Challenges I ran into
- Data gathering and preparation is still extremely important and a foundational step even for no-code frameworks. Sometimes I needed to convert files to supported data formats.
- PDF documents can be very versatile and sometimes tricky to chunk and index, especially if the PDF contains figures and charts: OCR parsing might be better than the default or the layout parsing but OCR didn’t perform well for me.
- I also had to disable grounding. Grounding has five confidence level thresholds and even when I allowed very low confidence level retrievals, sometimes the retrieval engine still could not perform a RAG for me, so I resorted to completely disabling that filtering.
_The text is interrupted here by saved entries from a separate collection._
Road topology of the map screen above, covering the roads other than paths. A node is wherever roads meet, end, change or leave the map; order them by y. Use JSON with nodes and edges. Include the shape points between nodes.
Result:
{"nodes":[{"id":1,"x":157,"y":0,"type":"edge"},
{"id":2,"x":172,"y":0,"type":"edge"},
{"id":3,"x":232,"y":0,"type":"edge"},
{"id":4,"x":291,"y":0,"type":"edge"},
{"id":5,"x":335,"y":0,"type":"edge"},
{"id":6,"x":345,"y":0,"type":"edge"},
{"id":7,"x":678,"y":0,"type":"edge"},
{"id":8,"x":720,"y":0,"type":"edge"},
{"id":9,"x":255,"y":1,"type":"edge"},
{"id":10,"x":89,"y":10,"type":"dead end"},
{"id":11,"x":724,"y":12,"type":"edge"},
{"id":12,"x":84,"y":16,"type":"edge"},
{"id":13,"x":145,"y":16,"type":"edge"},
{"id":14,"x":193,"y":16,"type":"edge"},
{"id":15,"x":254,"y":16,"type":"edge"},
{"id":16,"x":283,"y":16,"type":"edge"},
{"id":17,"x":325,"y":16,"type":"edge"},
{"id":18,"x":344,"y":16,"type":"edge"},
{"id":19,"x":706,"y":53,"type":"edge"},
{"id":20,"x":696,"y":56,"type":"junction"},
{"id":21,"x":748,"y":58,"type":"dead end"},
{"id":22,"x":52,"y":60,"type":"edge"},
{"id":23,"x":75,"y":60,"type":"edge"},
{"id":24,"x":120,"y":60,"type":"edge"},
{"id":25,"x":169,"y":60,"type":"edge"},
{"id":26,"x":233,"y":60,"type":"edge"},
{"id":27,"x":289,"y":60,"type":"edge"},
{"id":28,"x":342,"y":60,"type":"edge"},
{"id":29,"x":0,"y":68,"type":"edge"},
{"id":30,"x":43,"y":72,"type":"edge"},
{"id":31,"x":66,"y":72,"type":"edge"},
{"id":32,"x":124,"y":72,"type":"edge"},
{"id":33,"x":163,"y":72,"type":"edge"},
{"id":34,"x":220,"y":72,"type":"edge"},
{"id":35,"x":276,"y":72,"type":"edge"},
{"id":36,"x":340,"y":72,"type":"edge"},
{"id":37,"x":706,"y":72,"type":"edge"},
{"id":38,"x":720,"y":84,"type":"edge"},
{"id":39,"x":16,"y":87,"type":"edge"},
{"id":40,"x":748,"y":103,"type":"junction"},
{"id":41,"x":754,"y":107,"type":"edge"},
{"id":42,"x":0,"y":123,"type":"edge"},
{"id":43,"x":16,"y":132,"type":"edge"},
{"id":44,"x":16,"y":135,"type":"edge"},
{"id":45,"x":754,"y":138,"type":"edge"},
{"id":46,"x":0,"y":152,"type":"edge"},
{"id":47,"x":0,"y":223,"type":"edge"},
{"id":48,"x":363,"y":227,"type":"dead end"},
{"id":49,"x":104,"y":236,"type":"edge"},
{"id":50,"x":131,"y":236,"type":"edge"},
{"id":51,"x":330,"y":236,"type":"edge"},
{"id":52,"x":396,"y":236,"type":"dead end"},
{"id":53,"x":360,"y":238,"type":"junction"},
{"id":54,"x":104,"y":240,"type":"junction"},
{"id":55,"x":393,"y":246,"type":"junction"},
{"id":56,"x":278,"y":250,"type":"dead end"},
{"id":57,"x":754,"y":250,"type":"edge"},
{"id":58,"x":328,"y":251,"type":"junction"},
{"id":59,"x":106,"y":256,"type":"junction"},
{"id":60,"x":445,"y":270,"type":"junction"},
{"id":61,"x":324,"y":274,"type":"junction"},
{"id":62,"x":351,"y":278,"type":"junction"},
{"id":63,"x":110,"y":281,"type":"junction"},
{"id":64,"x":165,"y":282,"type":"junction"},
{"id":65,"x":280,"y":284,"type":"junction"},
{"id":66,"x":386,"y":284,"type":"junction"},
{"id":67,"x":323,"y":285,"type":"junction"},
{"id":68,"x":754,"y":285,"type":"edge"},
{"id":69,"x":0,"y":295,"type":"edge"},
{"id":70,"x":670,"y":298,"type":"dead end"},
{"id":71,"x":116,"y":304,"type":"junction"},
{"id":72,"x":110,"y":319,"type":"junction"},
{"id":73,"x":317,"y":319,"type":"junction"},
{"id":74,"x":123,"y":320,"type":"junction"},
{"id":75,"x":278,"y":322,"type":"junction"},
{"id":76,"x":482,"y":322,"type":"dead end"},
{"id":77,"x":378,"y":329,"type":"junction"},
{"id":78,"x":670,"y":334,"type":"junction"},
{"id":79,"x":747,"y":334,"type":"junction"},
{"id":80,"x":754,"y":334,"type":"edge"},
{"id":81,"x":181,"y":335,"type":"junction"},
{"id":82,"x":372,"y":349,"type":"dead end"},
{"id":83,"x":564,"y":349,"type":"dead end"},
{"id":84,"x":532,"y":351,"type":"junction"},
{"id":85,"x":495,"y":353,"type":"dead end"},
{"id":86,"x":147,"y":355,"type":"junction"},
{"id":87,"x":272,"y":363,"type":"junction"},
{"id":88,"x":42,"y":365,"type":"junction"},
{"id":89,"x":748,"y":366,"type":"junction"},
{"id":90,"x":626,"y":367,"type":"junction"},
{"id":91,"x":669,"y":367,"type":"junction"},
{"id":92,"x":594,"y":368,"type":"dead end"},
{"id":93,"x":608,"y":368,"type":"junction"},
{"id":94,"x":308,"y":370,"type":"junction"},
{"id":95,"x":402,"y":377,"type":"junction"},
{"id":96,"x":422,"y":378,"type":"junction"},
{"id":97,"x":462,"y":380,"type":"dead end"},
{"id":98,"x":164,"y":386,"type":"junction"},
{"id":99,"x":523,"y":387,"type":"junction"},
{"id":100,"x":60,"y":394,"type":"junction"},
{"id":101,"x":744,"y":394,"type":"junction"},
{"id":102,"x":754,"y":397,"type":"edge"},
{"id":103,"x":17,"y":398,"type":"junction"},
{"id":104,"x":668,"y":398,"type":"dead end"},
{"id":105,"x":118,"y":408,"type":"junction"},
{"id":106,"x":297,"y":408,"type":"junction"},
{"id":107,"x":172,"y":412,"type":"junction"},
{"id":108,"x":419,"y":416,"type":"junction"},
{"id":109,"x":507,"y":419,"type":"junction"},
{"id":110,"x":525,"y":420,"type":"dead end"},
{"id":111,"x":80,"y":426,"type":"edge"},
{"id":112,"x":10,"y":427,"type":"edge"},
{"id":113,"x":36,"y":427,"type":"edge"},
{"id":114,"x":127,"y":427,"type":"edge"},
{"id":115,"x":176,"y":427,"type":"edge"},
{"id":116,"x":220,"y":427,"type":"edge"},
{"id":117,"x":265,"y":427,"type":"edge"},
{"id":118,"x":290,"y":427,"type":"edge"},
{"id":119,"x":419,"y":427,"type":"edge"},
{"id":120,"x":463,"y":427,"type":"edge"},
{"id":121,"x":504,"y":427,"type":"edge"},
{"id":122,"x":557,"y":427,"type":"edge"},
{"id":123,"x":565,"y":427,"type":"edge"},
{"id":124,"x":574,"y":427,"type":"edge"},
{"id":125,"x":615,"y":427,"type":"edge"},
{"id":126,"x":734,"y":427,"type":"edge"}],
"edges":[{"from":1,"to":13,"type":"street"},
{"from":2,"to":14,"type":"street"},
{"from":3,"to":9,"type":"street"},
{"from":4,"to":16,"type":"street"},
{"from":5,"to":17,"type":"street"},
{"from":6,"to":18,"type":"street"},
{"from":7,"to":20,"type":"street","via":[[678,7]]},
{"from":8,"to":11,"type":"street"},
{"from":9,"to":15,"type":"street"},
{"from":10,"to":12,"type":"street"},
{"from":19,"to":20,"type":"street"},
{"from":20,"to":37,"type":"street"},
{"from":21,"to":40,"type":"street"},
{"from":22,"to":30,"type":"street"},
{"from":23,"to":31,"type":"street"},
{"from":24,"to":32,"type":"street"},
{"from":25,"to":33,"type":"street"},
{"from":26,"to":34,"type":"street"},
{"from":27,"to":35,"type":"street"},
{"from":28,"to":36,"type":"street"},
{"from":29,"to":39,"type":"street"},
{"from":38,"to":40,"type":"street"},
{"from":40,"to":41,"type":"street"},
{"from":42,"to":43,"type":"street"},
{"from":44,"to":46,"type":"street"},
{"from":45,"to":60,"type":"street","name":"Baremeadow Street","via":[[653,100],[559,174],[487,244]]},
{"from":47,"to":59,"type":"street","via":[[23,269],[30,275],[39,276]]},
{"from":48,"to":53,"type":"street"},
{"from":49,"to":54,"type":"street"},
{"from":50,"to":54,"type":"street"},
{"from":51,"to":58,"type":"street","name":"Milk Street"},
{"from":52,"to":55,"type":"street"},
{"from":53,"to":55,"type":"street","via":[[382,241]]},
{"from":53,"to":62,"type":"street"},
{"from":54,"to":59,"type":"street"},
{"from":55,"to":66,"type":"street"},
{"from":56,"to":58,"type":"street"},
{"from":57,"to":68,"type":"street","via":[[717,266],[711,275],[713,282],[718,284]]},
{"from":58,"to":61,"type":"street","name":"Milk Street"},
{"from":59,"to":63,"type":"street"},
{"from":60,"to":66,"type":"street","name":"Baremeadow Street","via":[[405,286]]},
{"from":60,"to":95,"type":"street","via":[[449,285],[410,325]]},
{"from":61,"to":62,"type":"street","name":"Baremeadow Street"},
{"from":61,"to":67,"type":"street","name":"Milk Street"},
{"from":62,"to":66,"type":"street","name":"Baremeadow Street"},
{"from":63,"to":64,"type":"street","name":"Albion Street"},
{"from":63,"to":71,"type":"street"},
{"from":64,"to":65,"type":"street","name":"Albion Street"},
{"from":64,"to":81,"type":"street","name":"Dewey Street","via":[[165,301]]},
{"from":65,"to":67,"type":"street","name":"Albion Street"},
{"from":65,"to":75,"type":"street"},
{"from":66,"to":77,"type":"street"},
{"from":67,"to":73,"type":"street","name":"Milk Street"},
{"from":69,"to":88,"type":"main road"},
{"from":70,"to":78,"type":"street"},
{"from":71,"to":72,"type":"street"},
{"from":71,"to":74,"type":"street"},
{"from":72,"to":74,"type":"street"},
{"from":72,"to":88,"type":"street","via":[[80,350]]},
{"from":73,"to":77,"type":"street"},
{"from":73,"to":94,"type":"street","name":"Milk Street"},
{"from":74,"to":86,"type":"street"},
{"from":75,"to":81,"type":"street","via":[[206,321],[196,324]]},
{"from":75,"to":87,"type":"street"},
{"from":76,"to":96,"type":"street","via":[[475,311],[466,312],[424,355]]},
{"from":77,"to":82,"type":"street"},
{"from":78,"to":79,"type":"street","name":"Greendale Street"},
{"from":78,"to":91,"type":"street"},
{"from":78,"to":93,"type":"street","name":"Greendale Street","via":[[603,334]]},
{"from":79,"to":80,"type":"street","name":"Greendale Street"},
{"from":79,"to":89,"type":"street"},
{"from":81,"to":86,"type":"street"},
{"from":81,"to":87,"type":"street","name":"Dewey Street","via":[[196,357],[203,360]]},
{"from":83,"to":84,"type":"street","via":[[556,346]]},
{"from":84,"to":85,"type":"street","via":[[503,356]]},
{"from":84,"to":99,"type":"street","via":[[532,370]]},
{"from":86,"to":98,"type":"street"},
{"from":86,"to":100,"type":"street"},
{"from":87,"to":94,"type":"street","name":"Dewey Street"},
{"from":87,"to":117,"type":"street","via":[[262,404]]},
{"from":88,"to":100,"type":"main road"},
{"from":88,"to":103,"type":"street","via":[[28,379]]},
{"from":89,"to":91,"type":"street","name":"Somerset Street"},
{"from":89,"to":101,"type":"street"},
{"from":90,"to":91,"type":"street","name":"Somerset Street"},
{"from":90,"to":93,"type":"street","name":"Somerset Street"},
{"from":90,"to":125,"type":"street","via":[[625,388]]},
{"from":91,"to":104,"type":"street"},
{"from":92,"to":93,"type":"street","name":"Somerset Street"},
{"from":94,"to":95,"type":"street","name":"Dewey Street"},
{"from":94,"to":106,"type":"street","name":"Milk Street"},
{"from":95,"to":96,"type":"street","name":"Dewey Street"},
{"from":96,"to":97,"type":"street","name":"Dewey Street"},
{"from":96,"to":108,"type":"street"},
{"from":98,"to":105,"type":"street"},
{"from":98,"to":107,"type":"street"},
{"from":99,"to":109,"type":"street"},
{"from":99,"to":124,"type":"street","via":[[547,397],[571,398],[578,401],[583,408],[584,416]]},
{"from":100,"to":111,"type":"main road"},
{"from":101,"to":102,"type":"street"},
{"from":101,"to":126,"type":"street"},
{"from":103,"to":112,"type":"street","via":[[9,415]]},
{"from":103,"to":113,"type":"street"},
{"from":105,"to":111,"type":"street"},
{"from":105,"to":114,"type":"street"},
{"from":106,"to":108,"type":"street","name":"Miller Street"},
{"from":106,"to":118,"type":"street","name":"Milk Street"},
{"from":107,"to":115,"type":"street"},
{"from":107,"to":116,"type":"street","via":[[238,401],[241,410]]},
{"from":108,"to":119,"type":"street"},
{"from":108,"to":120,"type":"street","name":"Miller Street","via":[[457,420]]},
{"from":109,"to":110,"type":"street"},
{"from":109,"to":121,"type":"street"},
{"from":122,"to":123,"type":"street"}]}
- It’s a testament to the neck-breaking pace Google is developing under the hood that in the tutorial videos by Pak the product has a different name than “Agent Builder” and the Playbooks were also called differently. So talking with Pak (he was there in person) at the hackathon I had a better picture after a few minutes of showing off my work so far. I’m referring to another YouTube video here.
- I learned one of the most important lessons while interacting with Ferdinand Loesch - an engineer who is working on this feature - when I showed my examples to him. Originally I simply went on manually and entered questions and answers. However, that would have taught the Agent to avoid using the RAG, since my manual entries wouldn’t contain DataStore lookup entries. So the good way to go about examples was to initiate chat in the test sandbox and convert good conversation into examples. These would contain the DataStore lookups (along with the retrieval phrase and retrieved chunks) and I could still slightly tune the textual user questions and agent response.
In the photo, you can see wrappers of the rice cake snacks the organizers provided for us. That was yummy and a lifesaver because I neglected the lunch in favor of the hackathon so the other food source was some protein bars from the Certified Professional Lounge.
Accomplishments I’m proud of
The Agent Builder provided a no-code way of developing an agent that was able to interpret vast amounts of information and synthesize it to help with unique and creative conversation pieces.
Agent Builder provides ready-to-use connectors for a wide range of chat platforms such as Slack, Meta Messenger, Discord, Telegram, Viber, Google Chat, etc. I went on to try to integrate the agent into the Fresno State Sustainability Club Slack but I realized I wasn’t the workspace admin.
In Summary
Google provides a no-code managed framework for developing complex agent scenarios. The details are still extremely important and it’s crucial to discover all possible options of the offered features to reach the best possible outcome.
After the Hackathon
After the hacakthon submission I kept working on the agent post hackathon and developed a stand-alone Streamlit fornt-end (source code) and developed my glue functions to call from the front-end to reach the Agent-Builder. I did my research and had to come to a solution on my own.